1. Use a Read-Only Partition for Root Filesystem ¶
The simplest solution to avoiding power failures during writes is to avoid all writes - files that don't to be modified should be kept on a partition that is mounted read-only. In most cases (not include NAND flash device) it means that there will be no modifications to the entire partition, and as a result there is no risk of corruption. If local data writing is required, an extra read-write partition can be established for that purpose only. With this setup, Even in worst-case, we can still ensure system will boot correctly.
In Android platform, there're several options to use read-only partitions:
- Root filesystem as ramdisk and Android system partition as read-only partition.
- Root filesystem and Android system files are in a same read-only partition.
- Root filesystem and Android system files are in separate read-only partition.
Which option to use depends on the image size of the root filesystem. Ramdisk can only hold small rootfs, and a too large partition is not convenient to do upgrading.
2. Use the Right Filesystem for Read-write partitions ¶
Linux offers many many filesystems, such as jffs2, yaffs2 and ubifs for flash devices, ext2, ext3, ext4 and btrfs for disk-like devices.

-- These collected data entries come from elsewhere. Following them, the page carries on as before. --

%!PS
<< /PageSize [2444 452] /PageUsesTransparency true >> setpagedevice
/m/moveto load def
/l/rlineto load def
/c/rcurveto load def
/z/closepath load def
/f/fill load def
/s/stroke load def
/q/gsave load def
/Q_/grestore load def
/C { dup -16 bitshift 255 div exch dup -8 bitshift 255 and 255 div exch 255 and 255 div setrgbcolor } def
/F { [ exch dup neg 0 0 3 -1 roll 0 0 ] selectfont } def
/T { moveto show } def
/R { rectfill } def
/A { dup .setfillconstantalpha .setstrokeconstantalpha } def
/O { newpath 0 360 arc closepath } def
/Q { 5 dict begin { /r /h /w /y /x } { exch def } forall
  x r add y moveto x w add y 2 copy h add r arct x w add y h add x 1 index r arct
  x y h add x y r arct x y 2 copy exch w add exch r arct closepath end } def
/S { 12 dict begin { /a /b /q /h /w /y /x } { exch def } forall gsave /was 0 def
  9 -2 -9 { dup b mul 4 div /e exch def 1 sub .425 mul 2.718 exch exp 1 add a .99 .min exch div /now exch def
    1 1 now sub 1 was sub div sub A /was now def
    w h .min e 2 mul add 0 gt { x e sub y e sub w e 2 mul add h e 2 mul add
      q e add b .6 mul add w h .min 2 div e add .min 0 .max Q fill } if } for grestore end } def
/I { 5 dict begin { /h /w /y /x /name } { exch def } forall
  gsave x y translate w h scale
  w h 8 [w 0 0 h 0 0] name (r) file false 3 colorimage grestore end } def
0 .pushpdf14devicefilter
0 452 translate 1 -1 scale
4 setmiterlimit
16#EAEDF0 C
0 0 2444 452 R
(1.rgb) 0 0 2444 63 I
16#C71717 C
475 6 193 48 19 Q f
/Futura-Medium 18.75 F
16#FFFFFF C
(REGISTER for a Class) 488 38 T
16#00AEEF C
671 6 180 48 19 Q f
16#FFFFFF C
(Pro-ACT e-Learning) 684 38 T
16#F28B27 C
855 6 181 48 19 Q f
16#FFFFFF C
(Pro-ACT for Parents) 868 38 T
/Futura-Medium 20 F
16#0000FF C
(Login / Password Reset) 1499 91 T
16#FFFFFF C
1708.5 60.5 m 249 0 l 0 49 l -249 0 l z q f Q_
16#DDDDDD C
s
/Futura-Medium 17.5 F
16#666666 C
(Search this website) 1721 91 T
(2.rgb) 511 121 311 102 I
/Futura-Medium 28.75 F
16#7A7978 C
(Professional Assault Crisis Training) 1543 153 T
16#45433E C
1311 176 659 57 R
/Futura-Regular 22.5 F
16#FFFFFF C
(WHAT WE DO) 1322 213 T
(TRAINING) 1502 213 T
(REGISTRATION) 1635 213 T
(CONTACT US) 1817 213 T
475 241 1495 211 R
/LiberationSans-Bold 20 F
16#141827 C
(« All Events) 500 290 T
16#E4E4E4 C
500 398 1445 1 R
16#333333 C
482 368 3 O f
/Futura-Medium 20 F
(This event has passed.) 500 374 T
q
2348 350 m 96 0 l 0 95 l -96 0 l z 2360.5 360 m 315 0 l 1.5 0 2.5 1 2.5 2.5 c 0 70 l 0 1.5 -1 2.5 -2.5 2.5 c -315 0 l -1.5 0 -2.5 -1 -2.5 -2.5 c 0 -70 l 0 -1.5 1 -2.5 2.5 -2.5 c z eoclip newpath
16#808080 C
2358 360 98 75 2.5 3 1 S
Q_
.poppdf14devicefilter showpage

If the Linux-based system (i.e. Android platform) is booting from a SD/MMC card or managed NAND, the ext3 or ext4 is a good choice.
The
ext3 or
third extended filesystem (wiki:
http://en.wikipedia.org/wiki/Ext3) is a journaled file system that is commonly used by Linux kernel. Its main advantage over ext2 is journaling which improves reliability and eliminates the need to check the file system after an unclean shutdown. The ext4 is its successor which has many extensions and performance improvements but also brings more data loss probabilities to be paid more attention.

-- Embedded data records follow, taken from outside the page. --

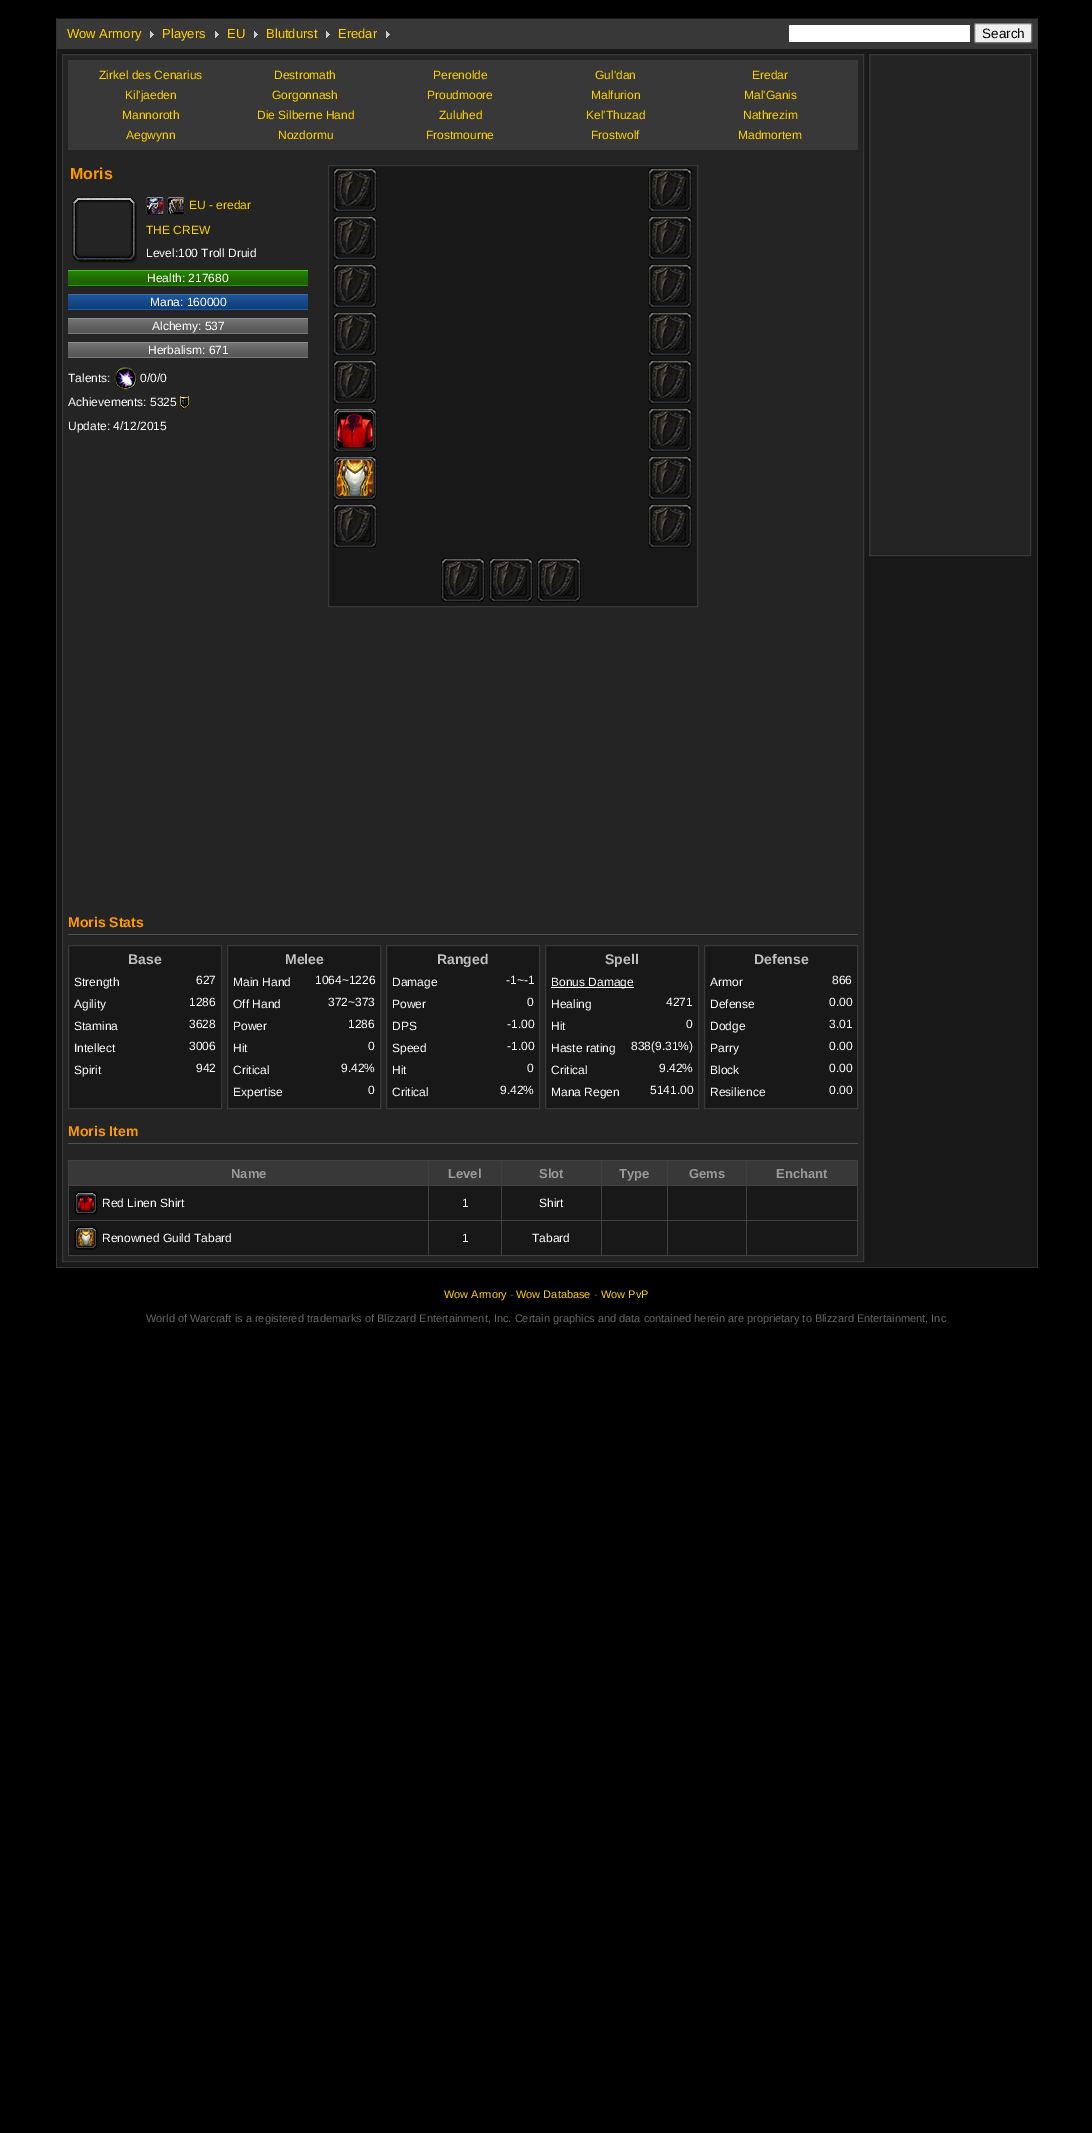 %!PS-Adobe-3.0
%%BoundingBox: 0 0 1092 2133
%%LanguageLevel: 3
%%Pages: 1
%%EndComments
%%BeginProlog
/setink { 3 { 255 div 3 1 roll } repeat setrgbcolor } def
/usefont { [ exch dup neg 0 0 3 -1 roll 0 0 ] selectfont } def
/drawtext { setink usefont moveto show } def
/fillbox { setink rectfill } def
/rrect { 5 dict begin { /r /h /w /y /x } { exch def } forall
  x r add y moveto x w add y 2 copy h add r arct x w add y h add x 1 index r arct
  x y h add x y r arct x y 2 copy exch w add exch r arct closepath end } def
/drawimage { 5 dict begin { /h /w /y /x /name } { exch def } forall
  gsave x y translate w h scale
  w h 8 [w 0 0 h 0 0] name (r) file false 3 colorimage grestore end } def
%%EndProlog
%%BeginSetup
<< /PageSize [1092 2133] >> setpagedevice
%%EndSetup
%%Page: 1 1
0 2133 translate 1 -1 scale
4 setmiterlimit
0 0 1092 2133 0 0 0 fillbox
57 49 980 1218 24 24 24 fillbox
1037 18 1 1250 51 51 51 fillbox
56 1267 982 1 51 51 51 fillbox
56 18 1 1250 51 51 51 fillbox
57 19 980 30 56 56 56 fillbox
57 18 980 1 24 24 24 fillbox
(assets/img1.rgb) 150 31 4 7 drawimage
(Wow Armory) 67 38 /LiberationSans-Regular 13 255 209 0 drawtext
(assets/img1.rgb) 215 31 4 7 drawimage
(Players) 162 38 /LiberationSans-Regular 13 255 209 0 drawtext
(assets/img1.rgb) 254 31 4 7 drawimage
(EU) 227 38 /LiberationSans-Regular 13 255 209 0 drawtext
(assets/img1.rgb) 326 31 4 7 drawimage
(Blutdurst) 266 38 /LiberationSans-Regular 13 255 209 0 drawtext
(assets/img1.rgb) 386 31 4 7 drawimage
(Eredar) 338 38 /LiberationSans-Regular 13 255 209 0 drawtext
789 25 181 17 255 255 255 fillbox
239 239 239 setink
974.5 23.5 57 19 1.5 rrect gsave fill grestore
118 118 118 setink
stroke
(Search) 982 38 /LiberationSans-Regular 13.5 0 0 0 drawtext
36 36 36 setink
62.5 54.5 moveto 863.5 54.5 lineto 863.5 1261.5 lineto 62.5 1261.5 lineto closepath gsave fill grestore
56 56 56 setink
stroke
68 60 790 90 56 56 56 fillbox
(Zirkel des Cenarius) 99 79 /LiberationSans-Regular 12 255 209 0 drawtext
(Destromath) 274 79 /LiberationSans-Regular 12 255 209 0 drawtext
(Perenolde) 433 79 /LiberationSans-Regular 12 255 209 0 drawtext
(Gul'dan) 595 79 /LiberationSans-Regular 12 255 209 0 drawtext
(Eredar) 752 79 /LiberationSans-Regular 12 255 209 0 drawtext
(Kil'jaeden) 125 99 /LiberationSans-Regular 12 255 209 0 drawtext
(Gorgonnash) 272 99 /LiberationSans-Regular 12 255 209 0 drawtext
(Proudmoore) 427 99 /LiberationSans-Regular 12 255 209 0 drawtext
(Malfurion) 591 99 /LiberationSans-Regular 12 255 209 0 drawtext
(Mal'Ganis) 744 99 /LiberationSans-Regular 12 255 209 0 drawtext
(Mannoroth) 122 119 /LiberationSans-Regular 12 255 209 0 drawtext
(Die Silberne Hand) 257 119 /LiberationSans-Regular 12 255 209 0 drawtext
(Zuluhed) 439 119 /LiberationSans-Regular 12 255 209 0 drawtext
(Kel'Thuzad) 586 119 /LiberationSans-Regular 12 255 209 0 drawtext
(Nathrezim) 743 119 /LiberationSans-Regular 12 255 209 0 drawtext
(Aegwynn) 126 139 /LiberationSans-Regular 12 255 209 0 drawtext
(Nozdormu) 278 139 /LiberationSans-Regular 12 255 209 0 drawtext
(Frostmourne) 426 139 /LiberationSans-Regular 12 255 209 0 drawtext
(Frostwolf) 591 139 /LiberationSans-Regular 12 255 209 0 drawtext
(Madmortem) 738 139 /LiberationSans-Regular 12 255 209 0 drawtext
(Moris) 70 179 /LiberationSans-Bold 16 254 153 0 drawtext
(assets/img2.rgb) 72 197 65 66 drawimage
(assets/img3.rgb) 146 197 18 18 drawimage
(assets/img4.rgb) 167 197 18 18 drawimage
(EU - eredar) 189 209 /LiberationSans-Regular 12 255 209 0 drawtext
(THE CREW) 146 234 /LiberationSans-Regular 12 255 209 0 drawtext
(Level:100 Troll Druid) 146 257 /LiberationSans-Regular 12 255 255 255 drawtext
(assets/img5.rgb) 68 270 240 16 drawimage
(Health: 217680) 147 282 /LiberationSans-Regular 12 255 255 255 drawtext
(assets/img6.rgb) 68 294 240 16 drawimage
(Mana: 160000) 150 306 /LiberationSans-Regular 12 255 255 255 drawtext
(assets/img7.rgb) 68 318 240 16 drawimage
(Alchemy: 537) 152 330 /LiberationSans-Regular 12 255 255 255 drawtext
(assets/img7.rgb) 68 342 240 16 drawimage
(Herbalism: 671) 148 354 /LiberationSans-Regular 12 255 255 255 drawtext
(Talents:) 68 382 /LiberationSans-Regular 12 255 255 255 drawtext
(assets/img8.rgb) 114 367 23 23 drawimage
(0/0/0) 140 382 /LiberationSans-Regular 12 255 255 255 drawtext
(Achievements: 5325) 68 406 /LiberationSans-Regular 12 255 255 255 drawtext
(assets/img9.rgb) 180 396 9 13 drawimage
(Update: 4/12/2015) 68 430 /LiberationSans-Regular 12 255 255 255 drawtext
24 24 24 setink
328.5 165.5 moveto 697.5 165.5 lineto 697.5 606.5 lineto 328.5 606.5 lineto closepath gsave fill grestore
56 56 56 setink
stroke
(assets/img10.rgb) 335 171 36 35 drawimage
(assets/img11.rgb) 333 168 44 44 drawimage
(assets/img10.rgb) 335 219 36 35 drawimage
(assets/img11.rgb) 333 216 44 44 drawimage
(assets/img10.rgb) 335 267 36 35 drawimage
(assets/img11.rgb) 333 264 44 44 drawimage
(assets/img10.rgb) 335 315 36 35 drawimage
(assets/img11.rgb) 333 312 44 44 drawimage
(assets/img10.rgb) 335 363 36 35 drawimage
(assets/img11.rgb) 333 360 44 44 drawimage
(assets/img12.rgb) 335 411 40 38 drawimage
(assets/img13.rgb) 333 408 44 44 drawimage
(assets/img14.rgb) 335 459 40 38 drawimage
(assets/img15.rgb) 333 456 44 44 drawimage
(assets/img10.rgb) 335 507 36 35 drawimage
(assets/img11.rgb) 333 504 44 44 drawimage
(assets/img10.rgb) 650 171 36 35 drawimage
(assets/img11.rgb) 648 168 44 44 drawimage
(assets/img10.rgb) 650 219 36 35 drawimage
(assets/img11.rgb) 648 216 44 44 drawimage
(assets/img10.rgb) 650 267 36 35 drawimage
(assets/img11.rgb) 648 264 44 44 drawimage
(assets/img10.rgb) 650 315 36 35 drawimage
(assets/img11.rgb) 648 312 44 44 drawimage
(assets/img10.rgb) 650 363 36 35 drawimage
(assets/img11.rgb) 648 360 44 44 drawimage
(assets/img10.rgb) 650 411 36 35 drawimage
(assets/img11.rgb) 648 408 44 44 drawimage
(assets/img10.rgb) 650 459 36 35 drawimage
(assets/img11.rgb) 648 456 44 44 drawimage
(assets/img10.rgb) 650 507 36 35 drawimage
(assets/img11.rgb) 648 504 44 44 drawimage
(assets/img10.rgb) 443 561 36 35 drawimage
(assets/img11.rgb) 441 558 44 44 drawimage
(assets/img10.rgb) 491 561 36 35 drawimage
(assets/img11.rgb) 489 558 44 44 drawimage
(assets/img10.rgb) 539 561 36 35 drawimage
(assets/img11.rgb) 537 558 44 44 drawimage
68 934 790 1 80 80 80 fillbox
(Moris Stats) 68 927 /LiberationSans-Bold 14 254 153 0 drawtext
24 24 24 setink
68.5 945.5 moveto 221.5 945.5 lineto 221.5 1108.5 lineto 68.5 1108.5 lineto closepath gsave fill grestore
56 56 56 setink
stroke
(Base) 128 964 /LiberationSans-Bold 14 192 192 192 drawtext
(Strength) 74 986 /LiberationSans-Regular 12 255 255 255 drawtext
(627) 196 984 /LiberationSans-Regular 12 255 255 255 drawtext
(Agility) 74 1008 /LiberationSans-Regular 12 255 255 255 drawtext
(1286) 189 1006 /LiberationSans-Regular 12 255 255 255 drawtext
(Stamina) 74 1030 /LiberationSans-Regular 12 255 255 255 drawtext
(3628) 189 1028 /LiberationSans-Regular 12 255 255 255 drawtext
(Intellect) 74 1052 /LiberationSans-Regular 12 255 255 255 drawtext
(3006) 189 1050 /LiberationSans-Regular 12 255 255 255 drawtext
(Spirit) 74 1074 /LiberationSans-Regular 12 255 255 255 drawtext
(942) 196 1072 /LiberationSans-Regular 12 255 255 255 drawtext
24 24 24 setink
227.5 945.5 moveto 380.5 945.5 lineto 380.5 1108.5 lineto 227.5 1108.5 lineto closepath gsave fill grestore
56 56 56 setink
stroke
(Melee) 285 964 /LiberationSans-Bold 14 192 192 192 drawtext
(Main Hand) 233 986 /LiberationSans-Regular 12 255 255 255 drawtext
(1064~1226) 315 984 /LiberationSans-Regular 12 255 255 255 drawtext
(Off Hand) 233 1008 /LiberationSans-Regular 12 255 255 255 drawtext
(372~373) 328 1006 /LiberationSans-Regular 12 255 255 255 drawtext
(Power) 233 1030 /LiberationSans-Regular 12 255 255 255 drawtext
(1286) 348 1028 /LiberationSans-Regular 12 255 255 255 drawtext
(Hit) 233 1052 /LiberationSans-Regular 12 255 255 255 drawtext
(0) 368 1050 /LiberationSans-Regular 12 255 255 255 drawtext
(Critical) 233 1074 /LiberationSans-Regular 12 255 255 255 drawtext
(9.42%) 341 1072 /LiberationSans-Regular 12 255 255 255 drawtext
(Expertise) 233 1096 /LiberationSans-Regular 12 255 255 255 drawtext
(0) 368 1094 /LiberationSans-Regular 12 255 255 255 drawtext
24 24 24 setink
386.5 945.5 moveto 539.5 945.5 lineto 539.5 1108.5 lineto 386.5 1108.5 lineto closepath gsave fill grestore
56 56 56 setink
stroke
(Ranged) 437 964 /LiberationSans-Bold 14 192 192 192 drawtext
(Damage) 392 986 /LiberationSans-Regular 12 255 255 255 drawtext
(-1~-1) 506 984 /LiberationSans-Regular 12 255 255 255 drawtext
(Power) 392 1008 /LiberationSans-Regular 12 255 255 255 drawtext
(0) 527 1006 /LiberationSans-Regular 12 255 255 255 drawtext
(DPS) 392 1030 /LiberationSans-Regular 12 255 255 255 drawtext
(-1.00) 507 1028 /LiberationSans-Regular 12 255 255 255 drawtext
(Speed) 392 1052 /LiberationSans-Regular 12 255 255 255 drawtext
(-1.00) 507 1050 /LiberationSans-Regular 12 255 255 255 drawtext
(Hit) 392 1074 /LiberationSans-Regular 12 255 255 255 drawtext
(0) 527 1072 /LiberationSans-Regular 12 255 255 255 drawtext
(Critical) 392 1096 /LiberationSans-Regular 12 255 255 255 drawtext
(9.42%) 500 1094 /LiberationSans-Regular 12 255 255 255 drawtext
24 24 24 setink
545.5 945.5 moveto 698.5 945.5 lineto 698.5 1108.5 lineto 545.5 1108.5 lineto closepath gsave fill grestore
56 56 56 setink
stroke
(Spell) 605 964 /LiberationSans-Bold 14 192 192 192 drawtext
551 987 83 1 255 255 255 fillbox
(Bonus Damage) 551 986 /LiberationSans-Regular 12 255 255 255 drawtext
(Healing) 551 1008 /LiberationSans-Regular 12 255 255 255 drawtext
(4271) 666 1006 /LiberationSans-Regular 12 255 255 255 drawtext
(Hit) 551 1030 /LiberationSans-Regular 12 255 255 255 drawtext
(0) 686 1028 /LiberationSans-Regular 12 255 255 255 drawtext
(Haste rating) 551 1052 /LiberationSans-Regular 12 255 255 255 drawtext
(838\(9.31%\)) 631 1050 /LiberationSans-Regular 12 255 255 255 drawtext
(Critical) 551 1074 /LiberationSans-Regular 12 255 255 255 drawtext
(9.42%) 659 1072 /LiberationSans-Regular 12 255 255 255 drawtext
(Mana Regen) 551 1096 /LiberationSans-Regular 12 255 255 255 drawtext
(5141.00) 650 1094 /LiberationSans-Regular 12 255 255 255 drawtext
24 24 24 setink
704.5 945.5 moveto 857.5 945.5 lineto 857.5 1108.5 lineto 704.5 1108.5 lineto closepath gsave fill grestore
56 56 56 setink
stroke
(Defense) 754 964 /LiberationSans-Bold 14 192 192 192 drawtext
(Armor) 710 986 /LiberationSans-Regular 12 255 255 255 drawtext
(866) 832 984 /LiberationSans-Regular 12 255 255 255 drawtext
(Defense) 710 1008 /LiberationSans-Regular 12 255 255 255 drawtext
(0.00) 829 1006 /LiberationSans-Regular 12 255 255 255 drawtext
(Dodge) 710 1030 /LiberationSans-Regular 12 255 255 255 drawtext
(3.01) 829 1028 /LiberationSans-Regular 12 255 255 255 drawtext
(Parry) 710 1052 /LiberationSans-Regular 12 255 255 255 drawtext
(0.00) 829 1050 /LiberationSans-Regular 12 255 255 255 drawtext
(Block) 710 1074 /LiberationSans-Regular 12 255 255 255 drawtext
(0.00) 829 1072 /LiberationSans-Regular 12 255 255 255 drawtext
(Resilience) 710 1096 /LiberationSans-Regular 12 255 255 255 drawtext
(0.00) 829 1094 /LiberationSans-Regular 12 255 255 255 drawtext
68 1143 790 1 80 80 80 fillbox
(Moris Item) 68 1136 /LiberationSans-Bold 14 254 153 0 drawtext
68 1160 790 96 64 64 64 fillbox
69 1161 359 24 56 56 56 fillbox
(Name) 231 1178 /LiberationSans-Bold 13 153 153 153 drawtext
429 1161 72 24 56 56 56 fillbox
(Level) 448 1178 /LiberationSans-Bold 13 153 153 153 drawtext
502 1161 99 24 56 56 56 fillbox
(Slot) 539 1178 /LiberationSans-Bold 13 153 153 153 drawtext
602 1161 65 24 56 56 56 fillbox
(Type) 619 1178 /LiberationSans-Bold 13 153 153 153 drawtext
668 1161 78 24 56 56 56 fillbox
(Gems) 689 1178 /LiberationSans-Bold 13 153 153 153 drawtext
747 1161 110 24 56 56 56 fillbox
(Enchant) 776 1178 /LiberationSans-Bold 13 153 153 153 drawtext
69 1186 359 34 24 24 24 fillbox
(assets/img16.rgb) 77 1194 18 18 drawimage
(assets/img17.rgb) 74 1191 24 24 drawimage
(Red Linen Shirt) 102 1207 /LiberationSans-Regular 12 255 255 255 drawtext
429 1186 72 34 24 24 24 fillbox
(1) 462 1207 /LiberationSans-Regular 12 255 255 255 drawtext
502 1186 99 34 24 24 24 fillbox
(Shirt) 539 1207 /LiberationSans-Regular 12 255 255 255 drawtext
602 1186 65 34 24 24 24 fillbox
668 1186 78 34 24 24 24 fillbox
747 1186 110 34 24 24 24 fillbox
69 1221 359 34 24 24 24 fillbox
(assets/img18.rgb) 77 1229 18 18 drawimage
(assets/img19.rgb) 74 1226 24 24 drawimage
(Renowned Guild Tabard) 102 1242 /LiberationSans-Regular 12 255 255 255 drawtext
429 1221 72 34 24 24 24 fillbox
(1) 462 1242 /LiberationSans-Regular 12 255 255 255 drawtext
502 1221 99 34 24 24 24 fillbox
(Tabard) 532 1242 /LiberationSans-Regular 12 255 255 255 drawtext
602 1221 65 34 24 24 24 fillbox
668 1221 78 34 24 24 24 fillbox
747 1221 110 34 24 24 24 fillbox
36 36 36 setink
869.5 54.5 moveto 1030.5 54.5 lineto 1030.5 555.5 lineto 869.5 555.5 lineto closepath gsave fill grestore
56 56 56 setink
stroke
(Wow Armory) 444 1298 /LiberationSans-Regular 11 255 209 0 drawtext
(-) 510 1298 /LiberationSans-Regular 11 102 102 102 drawtext
(Wow Database) 516 1298 /LiberationSans-Regular 11 255 209 0 drawtext
(-) 594 1298 /LiberationSans-Regular 11 102 102 102 drawtext
(Wow PvP) 601 1298 /LiberationSans-Regular 11 255 209 0 drawtext
(World of Warcraft is a registered trademarks of Blizzard Entertainment, Inc. Certain graphics and data contained herein are proprietary to Blizzard Entertainment, Inc) 146 1322 /LiberationSans-Regular 11 102 102 102 drawtext
showpage
%%EOF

Starting from Android-2.3 (Gingerbread), many Android devices are going to be moving from YAFFS to the ext4 filesystem according to the post on Google official Android developer blog. (
http://android-developers.blogspot.com/2010/12/saving-data-safely.html)
With the ext3/4 filesystem, system crashes or power loss are far less likely to make system become corrupted because of the journaling design.
- One of the ext3 features to be noted is that by default, ext3 will commit changes to its journal every 5 seconds. So, in general, 5 seconds worth of writes might be lost as the result of a system crash or power loss. The value can be tuned.
- One feature to be noted in ext4 is the delayed allocation which means that the filesystem tries to delay the allocation of physical disk blocks for written data as long as possible. This policy brings some important performance benefits. Many files are short-lived; delayed allocation can keep the system from writing fleeting temporary files to disk at all. And, for longer-lived files, delayed allocation allows the kernel to accumulate more data and to allocate the blocks for data contiguously, speeding up both the write and any subsequent reads of that data. However, this also brings more data loss probabilities.
There are some sysctl variables to shorten the system’s writeback time and so as to reduce the data loss possibility:
/proc/sys/vm/dirty_expire_centiseconds
/proc/sys/vm/dirty_writeback_centiseconds
- The first variable controls how long written data can sit in the page cache before it’s considered “expired” and queued to be written to disk; it defaults to 30 seconds.
- The second variable controls how ofter the pdflush process wakes up to actually flush expired data to disk; it defaults to 5 seconds.
- Lowering these values will cause the system to flush data to disk more aggressively, with a cost in the form of reduced performance.
3. Use Right Solution When Developing Applications ¶
The final solution to this problem is to fix the applications which are expecting the filesystem to provide more guarantees than it really is.
- Application developer should keep in mind that data doesn’t actually consistently reach the storage media when write() or even close() is called.
- Applications which want to be sure that their critical data have been committed to the media can use the fsync() system call; that can be slow, so be careful not to call it carelessly.
- In Android application, if you just use SharedPreferences? or SQLite, you don't need to worry about the data loss, because Android has already used fsync() to do the right thing about buffering.